===== Task data =====

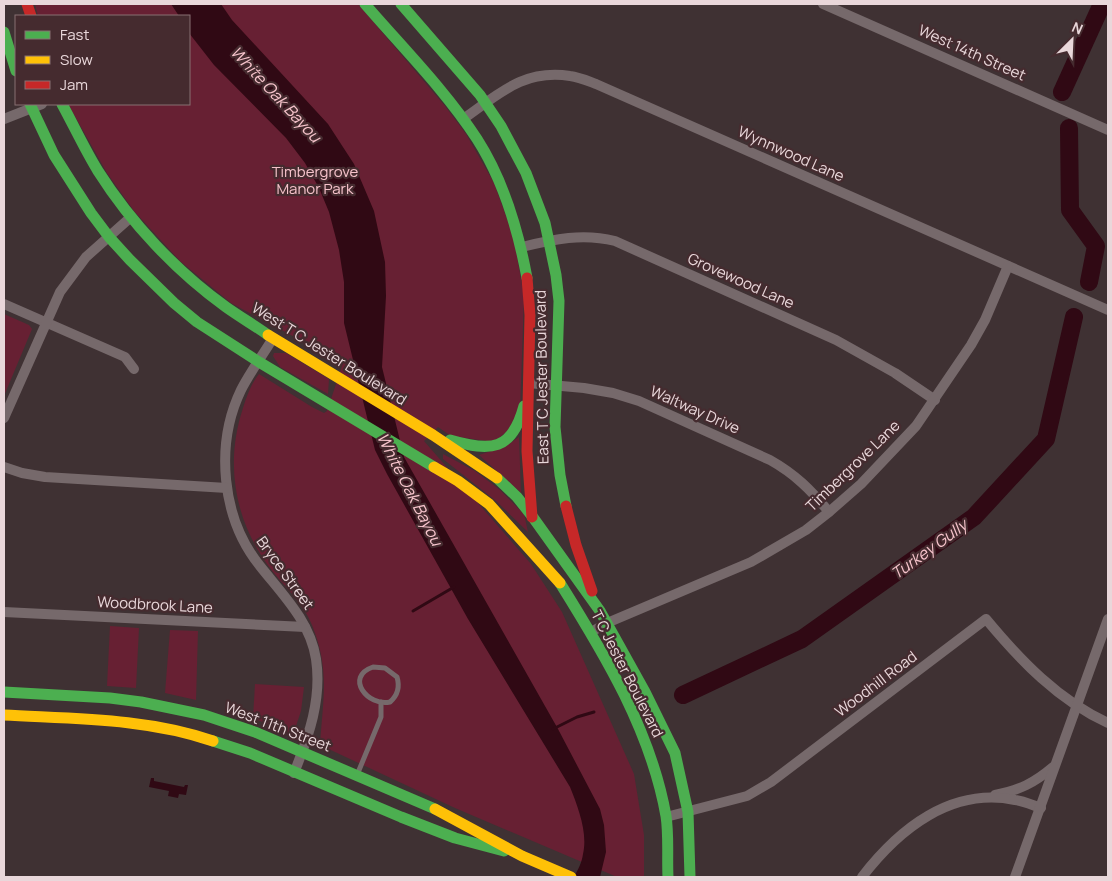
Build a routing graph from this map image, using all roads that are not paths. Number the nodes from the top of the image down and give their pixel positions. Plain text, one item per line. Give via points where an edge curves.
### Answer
1 (364, 4) edge
2 (400, 4) edge
3 (823, 4) edge
4 (842, 8) edge
5 (4, 32) edge
6 (15, 68) edge
7 (486, 103) junction
8 (34, 105) edge
9 (63, 105) edge
10 (4, 119) edge
11 (463, 119) junction
12 (1108, 130) edge
13 (131, 217) junction
14 (109, 237) junction
15 (549, 240) junction
16 (522, 247) junction
17 (1008, 266) junction
18 (4, 304) edge
19 (1108, 310) edge
20 (46, 322) junction
21 (273, 338) junction
22 (259, 362) junction
23 (134, 369) dead end
24 (528, 383) junction
25 (556, 386) junction
26 (935, 400) junction
27 (4, 418) edge
28 (433, 435) junction
29 (4, 467) edge
30 (226, 488) junction
31 (830, 512) junction
32 (532, 516) junction
33 (557, 578) junction
34 (600, 611) junction
35 (4, 612) edge
36 (1108, 619) edge
37 (607, 623) junction
38 (305, 627) junction
39 (591, 632) junction
40 (4, 692) edge
41 (110, 698) junction
42 (381, 702) junction
43 (1077, 706) junction
44 (4, 715) edge
45 (110, 721) junction
46 (1108, 723) edge
47 (303, 752) junction
48 (1054, 767) junction
49 (294, 773) junction
50 (357, 775) junction
51 (983, 797) junction
52 (1041, 808) junction
53 (688, 812) junction
54 (666, 817) junction
55 (522, 856) junction
56 (571, 877) edge
57 (668, 877) edge
58 (690, 877) edge
59 (862, 877) edge
60 (1014, 877) edge

1 - 11 main road, East T C Jester Boulevard
2 - 7 main road, East T C Jester Boulevard
3 - 4 street, West 14th Street
4 - 12 street, West 14th Street
5 - 6 main road
7 - 11 street, Wynnwood Lane
7 - 15 main road, East T C Jester Boulevard via 525,169
7 - 17 street, Wynnwood Lane via 535,76 572,76
8 - 10 street
8 - 14 main road via 54,155
9 - 13 main road, West T C Jester Boulevard via 98,171
11 - 16 main road, East T C Jester Boulevard via 500,183
13 - 14 street
13 - 21 main road, West T C Jester Boulevard via 200,286
14 - 20 street via 73,272
14 - 22 main road via 174,303
15 - 16 street, Grovewood Lane
15 - 25 main road, East T C Jester Boulevard via 559,300
15 - 26 street, Grovewood Lane via 598,237 615,241 836,340
16 - 24 main road, East T C Jester Boulevard via 530,306
17 - 19 street, Wynnwood Lane
17 - 26 street, Timbergrove Lane via 971,345
18 - 20 street
20 - 23 street via 125,357
20 - 27 street
21 - 22 street, Bryce Street
21 - 28 main road, West T C Jester Boulevard
22 - 30 street, Bryce Street via 242,389 228,429
22 - 33 main road via 490,504
24 - 25 street, Waltway Drive
24 - 28 main road via 522,416 513,433 498,445 469,447
24 - 32 main road, East T C Jester Boulevard via 527,464
25 - 31 street, Waltway Drive via 613,392 639,400 770,460 789,470
25 - 34 main road, East T C Jester Boulevard via 557,457 562,492 584,570
26 - 31 street, Timbergrove Lane via 916,426
28 - 32 main road, West T C Jester Boulevard via 498,479
29 - 30 street via 34,476
30 - 38 street, Bryce Street via 245,544 291,603
31 - 37 street, Timbergrove Lane via 751,562
32 - 33 main road, East T C Jester Boulevard via 536,538 545,549
32 - 34 main road, West T C Jester Boulevard
33 - 39 main road, T C Jester Boulevard
34 - 37 main road, T C Jester Boulevard
35 - 38 street, Woodbrook Lane
36 - 43 street
37 - 39 street, Timbergrove Lane
37 - 53 main road, T C Jester Boulevard via 675,753
38 - 47 street, Bryce Street via 316,658 318,682 314,716
39 - 54 main road, T C Jester Boulevard via 638,723 652,760
40 - 41 main road, West 11th Street
41 - 45 main road
41 - 47 main road, West 11th Street via 204,714
42 - 42 lane via 387,703 394,698 399,682 391,671 378,666 363,673 359,684 365,695
42 - 50 lane via 381,717
43 - 46 street
43 - 48 street
43 - 53 street, Woodhill Road via 1052,688 986,618 771,782 747,796
44 - 45 main road, West 11th Street
45 - 49 main road, West 11th Street via 167,728 208,739
47 - 49 street, Bryce Street
47 - 50 main road, West 11th Street
48 - 51 street via 1036,782
48 - 52 street
49 - 55 main road, West 11th Street via 455,838
50 - 55 main road, West 11th Street via 424,804
51 - 52 street via 1015,800
51 - 59 street via 941,808 923,819 886,849
52 - 60 street
53 - 54 street, Woodhill Road
53 - 58 main road, T C Jester Boulevard
54 - 57 main road, T C Jester Boulevard
55 - 56 main road, West 11th Street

=====

▶ Required work:
Show each line in the data where the string "Bryce" appears.

▶ Exercise output:
21 - 22 street, Bryce Street
22 - 30 street, Bryce Street via 242,389 228,429
30 - 38 street, Bryce Street via 245,544 291,603
38 - 47 street, Bryce Street via 316,658 318,682 314,716
47 - 49 street, Bryce Street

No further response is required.